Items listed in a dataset
========
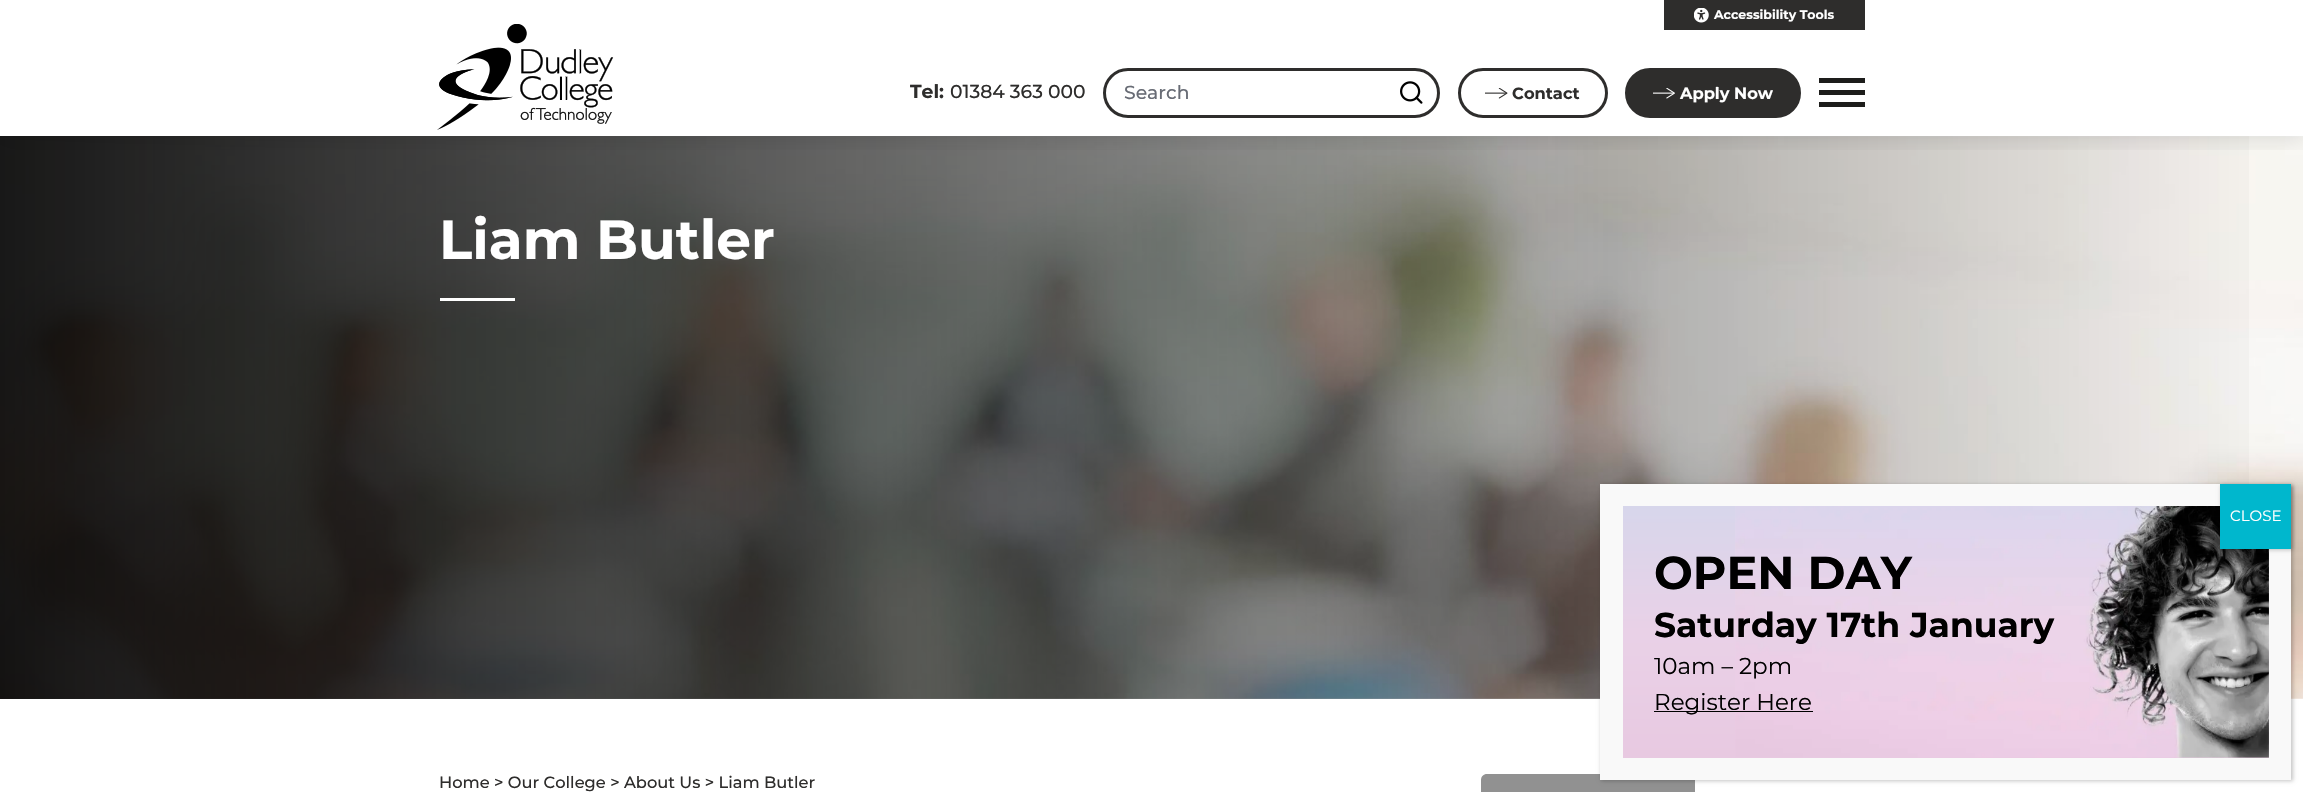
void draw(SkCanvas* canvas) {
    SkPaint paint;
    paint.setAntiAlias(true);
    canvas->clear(0xFFFFFFFF);
    canvas->drawImageRect(SkImages::DeferredFromEncodedData(SkData::MakeFromFileName("img6.png")), SkRect::MakeXYWH(0, 136, 2303, 563), SkSamplingOptions());
    {
        const SkColor colors[] = {0xE6000000, 0x00000000};
        const float stops[] = {0, 1};
        const SkPoint ends[] = {{0, 418}, {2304, 417}};
        paint.setShader(SkGradientShader::MakeLinear(ends, colors, stops, 2, SkTileMode::kClamp));
        paint.setAlpha(255);
    }
    canvas->drawRect(SkRect::MakeXYWH(0, 136, 2249, 563), paint);
    canvas->save();
    canvas->clipRect(SkRect::MakeXYWH(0, 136, 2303, 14));
    paint.setShader(nullptr);
    paint.setColor(0x26000000);
    paint.setMaskFilter(SkMaskFilter::MakeBlur(kNormal_SkBlurStyle, 12.5f));
    canvas->drawRect(SkRect::MakeXYWH(0, 0, 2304, 136), paint);
    paint.setMaskFilter(nullptr);
    canvas->restore();
    paint.setColor(0xFF2E2D2C);
    canvas->drawRect(SkRect::MakeXYWH(1664, 0, 201, 30), paint);
    canvas->drawImageRect(SkImages::DeferredFromEncodedData(SkData::MakeFromFileName("img1.png")), SkRect::MakeXYWH(1694, 8, 15, 15), SkSamplingOptions());
    SkFont font1(fontMgr->matchFamilyStyle("Montserrat", SkFontStyle::Bold()), 12.5f);
    font1.setSubpixel(true);
    paint.setColor(0xFFFFFFFF);
    canvas->drawString("Accessibility Tools", 1714, 19, font1, paint);
    canvas->drawImageRect(SkImages::DeferredFromEncodedData(SkData::MakeFromFileName("img2.png")), SkRect::MakeXYWH(437, 24, 177, 106), SkSamplingOptions());
    SkFont font2(fontMgr->matchFamilyStyle("Montserrat", SkFontStyle::Bold()), 18.75f);
    font2.setSubpixel(true);
    paint.setColor(0xFF2E2D2C);
    canvas->drawString("Tel:", 910, 98, font2, paint);
    SkFont font3(fontMgr->matchFamilyStyle("Montserrat", SkFontStyle(500, SkFontStyle::kNormal_Width, SkFontStyle::kUpright_Slant)), 18.75f);
    font3.setSubpixel(true);
    canvas->drawString("01384 363 000", 950, 98, font3, paint);
    paint.setStyle(SkPaint::kStroke_Style);
    paint.setStrokeWidth(3);
    canvas->drawRoundRect(SkRect::MakeXYWH(1104.5f, 69.5f, 334, 47), 23.5f, 23.5f, paint);
    paint.setStyle(SkPaint::kFill_Style);
    paint.setColor(0xFF686C75);
    canvas->drawString("Search", 1124, 99, font3, paint);
    canvas->drawImageRect(SkImages::DeferredFromEncodedData(SkData::MakeFromFileName("img3.png")), SkRect::MakeXYWH(1400, 81, 23, 23), SkSamplingOptions());
    paint.setStyle(SkPaint::kStroke_Style);
    paint.setColor(0xFF2E2D2C);
    canvas->drawRoundRect(SkRect::MakeXYWH(1459.5f, 69.5f, 147, 47), 23.5f, 23.5f, paint);
    canvas->drawImageRect(SkImages::DeferredFromEncodedData(SkData::MakeFromFileName("img4.png")), SkRect::MakeXYWH(1485, 88, 23, 11), SkSamplingOptions());
    SkFont font4(fontMgr->matchFamilyStyle("Montserrat", SkFontStyle::Bold()), 16.25f);
    font4.setSubpixel(true);
    paint.setStyle(SkPaint::kFill_Style);
    canvas->drawString("Contact", 1512, 99, font4, paint);
    canvas->drawRoundRect(SkRect::MakeXYWH(1626.5f, 69.5f, 173, 47), 23.5f, 23.5f, paint);
    paint.setStyle(SkPaint::kStroke_Style);
    canvas->drawRoundRect(SkRect::MakeXYWH(1626.5f, 69.5f, 173, 47), 23.5f, 23.5f, paint);
    canvas->drawImageRect(SkImages::DeferredFromEncodedData(SkData::MakeFromFileName("img5.png")), SkRect::MakeXYWH(1653, 88, 22, 11), SkSamplingOptions());
    paint.setStyle(SkPaint::kFill_Style);
    paint.setColor(0xFFFFFFFF);
    canvas->drawString("Apply Now", 1680, 99, font4, paint);
    paint.setColor(0xFF1D1D1B);
    canvas->drawRect(SkRect::MakeXYWH(1819, 78, 46, 5), paint);
    canvas->drawRect(SkRect::MakeXYWH(1819, 90, 46, 5), paint);
    canvas->drawRect(SkRect::MakeXYWH(1819, 102, 46, 5), paint);
    SkFont font5(fontMgr->matchFamilyStyle("Montserrat", SkFontStyle::Bold()), 55);
    font5.setSubpixel(true);
    paint.setColor(0xFFFFFFFF);
    canvas->drawString("Liam Butler", 439, 259, font5, paint);
    canvas->drawRect(SkRect::MakeXYWH(440, 298, 75, 3), paint);
    SkFont font6(fontMgr->matchFamilyStyle("Montserrat", SkFontStyle(500, SkFontStyle::kNormal_Width, SkFontStyle::kUpright_Slant)), 16.25f);
    font6.setSubpixel(true);
    paint.setColor(0xFF2E2D2C);
    canvas->drawString("Home > Our College > About Us > Liam Butler", 439, 788, font6, paint);
    paint.setColor(0xFF919191);
    canvas->drawPath(SkPathBuilder().moveTo(1487, 774).lineTo(1689, 774).cubicTo(1692.5f, 774, 1695, 776.5f, 1695, 780).lineTo(1695, 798).lineTo(1481, 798).lineTo(1481, 780).cubicTo(1481, 776.5f, 1483.5f, 774, 1487, 774).close().detach(), paint);
    paint.setColor(0x3B020202);
    paint.setMaskFilter(SkMaskFilter::MakeBlur(kNormal_SkBlurStyle, 2));
    canvas->drawRect(SkRect::MakeXYWH(1601, 485, 692, 296), paint);
    paint.setMaskFilter(nullptr);
    paint.setColor(0xFFF9F9F9);
    canvas->drawRect(SkRect::MakeXYWH(1600, 484, 691, 296), paint);
    {
        const SkColor colors[] = {0xFFD7D6EB, 0xFFE9D1E7, 0xFFE8C9E1};
        const float stops[] = {0, 0.5f, 1};
        const SkPoint ends[] = {{1946, 506}, {1946, 758}};
        paint.setShader(SkGradientShader::MakeLinear(ends, colors, stops, 3, SkTileMode::kClamp));
        paint.setAlpha(255);
    }
    canvas->drawRect(SkRect::MakeXYWH(1623, 506, 646, 252), paint);
    canvas->drawImageRect(SkImages::DeferredFromEncodedData(SkData::MakeFromFileName("img7.png")), SkRect::MakeXYWH(1735, 506, 534, 252), SkSamplingOptions());
    paint.setShader(nullptr);
    paint.setColor(0x3B020202);
    paint.setMaskFilter(SkMaskFilter::MakeBlur(kNormal_SkBlurStyle, 2));
    canvas->drawRect(SkRect::MakeXYWH(2221, 485, 72, 65), paint);
    paint.setMaskFilter(nullptr);
    paint.setColor(0xFF00B7CD);
    canvas->drawRect(SkRect::MakeXYWH(2220, 484, 71, 65), paint);
    SkFont font7(fontMgr->matchFamilyStyle("Montserrat", SkFontStyle::Normal()), 15);
    font7.setSubpixel(true);
    paint.setColor(0xFFFFFFFF);
    canvas->drawString("CLOSE", 2230, 521, font7, paint);
    SkFont font8(fontMgr->matchFamilyStyle("Montserrat", SkFontStyle::Bold()), 46);
    font8.setSubpixel(true);
    paint.setColor(0xFF000000);
    canvas->drawString("OPEN DAY", 1654, 589, font8, paint);
    SkFont font9(fontMgr->matchFamilyStyle("Montserrat", SkFontStyle::Bold()), 34.5f);
    font9.setSubpixel(true);
    canvas->drawString("Saturday 17th January", 1654, 637, font9, paint);
    SkFont font10(fontMgr->matchFamilyStyle("Montserrat", SkFontStyle::Normal()), 23);
    font10.setSubpixel(true);
    canvas->drawString("10am – 2pm", 1654, 674, font10, paint);
    canvas->drawRect(SkRect::MakeXYWH(1654, 711, 159, 1), paint);
    canvas->drawString("Register Here", 1654, 710, font10, paint);
}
========
### Work instructions
Set down exactly the lines running from the beginning of the entries above to the line that contains "font3.setSubpixel(true);", including both, and leave out pictures.

### Result of this task
void draw(SkCanvas* canvas) {
    SkPaint paint;
    paint.setAntiAlias(true);
    canvas->clear(0xFFFFFFFF);
    canvas->drawImageRect(SkImages::DeferredFromEncodedData(SkData::MakeFromFileName("img6.png")), SkRect::MakeXYWH(0, 136, 2303, 563), SkSamplingOptions());
    {
        const SkColor colors[] = {0xE6000000, 0x00000000};
        const float stops[] = {0, 1};
        const SkPoint ends[] = {{0, 418}, {2304, 417}};
        paint.setShader(SkGradientShader::MakeLinear(ends, colors, stops, 2, SkTileMode::kClamp));
        paint.setAlpha(255);
    }
    canvas->drawRect(SkRect::MakeXYWH(0, 136, 2249, 563), paint);
    canvas->save();
    canvas->clipRect(SkRect::MakeXYWH(0, 136, 2303, 14));
    paint.setShader(nullptr);
    paint.setColor(0x26000000);
    paint.setMaskFilter(SkMaskFilter::MakeBlur(kNormal_SkBlurStyle, 12.5f));
    canvas->drawRect(SkRect::MakeXYWH(0, 0, 2304, 136), paint);
    paint.setMaskFilter(nullptr);
    canvas->restore();
    paint.setColor(0xFF2E2D2C);
    canvas->drawRect(SkRect::MakeXYWH(1664, 0, 201, 30), paint);
    canvas->drawImageRect(SkImages::DeferredFromEncodedData(SkData::MakeFromFileName("img1.png")), SkRect::MakeXYWH(1694, 8, 15, 15), SkSamplingOptions());
    SkFont font1(fontMgr->matchFamilyStyle("Montserrat", SkFontStyle::Bold()), 12.5f);
    font1.setSubpixel(true);
    paint.setColor(0xFFFFFFFF);
    canvas->drawString("Accessibility Tools", 1714, 19, font1, paint);
    canvas->drawImageRect(SkImages::DeferredFromEncodedData(SkData::MakeFromFileName("img2.png")), SkRect::MakeXYWH(437, 24, 177, 106), SkSamplingOptions());
    SkFont font2(fontMgr->matchFamilyStyle("Montserrat", SkFontStyle::Bold()), 18.75f);
    font2.setSubpixel(true);
    paint.setColor(0xFF2E2D2C);
    canvas->drawString("Tel:", 910, 98, font2, paint);
    SkFont font3(fontMgr->matchFamilyStyle("Montserrat", SkFontStyle(500, SkFontStyle::kNormal_Width, SkFontStyle::kUpright_Slant)), 18.75f);
    font3.setSubpixel(true);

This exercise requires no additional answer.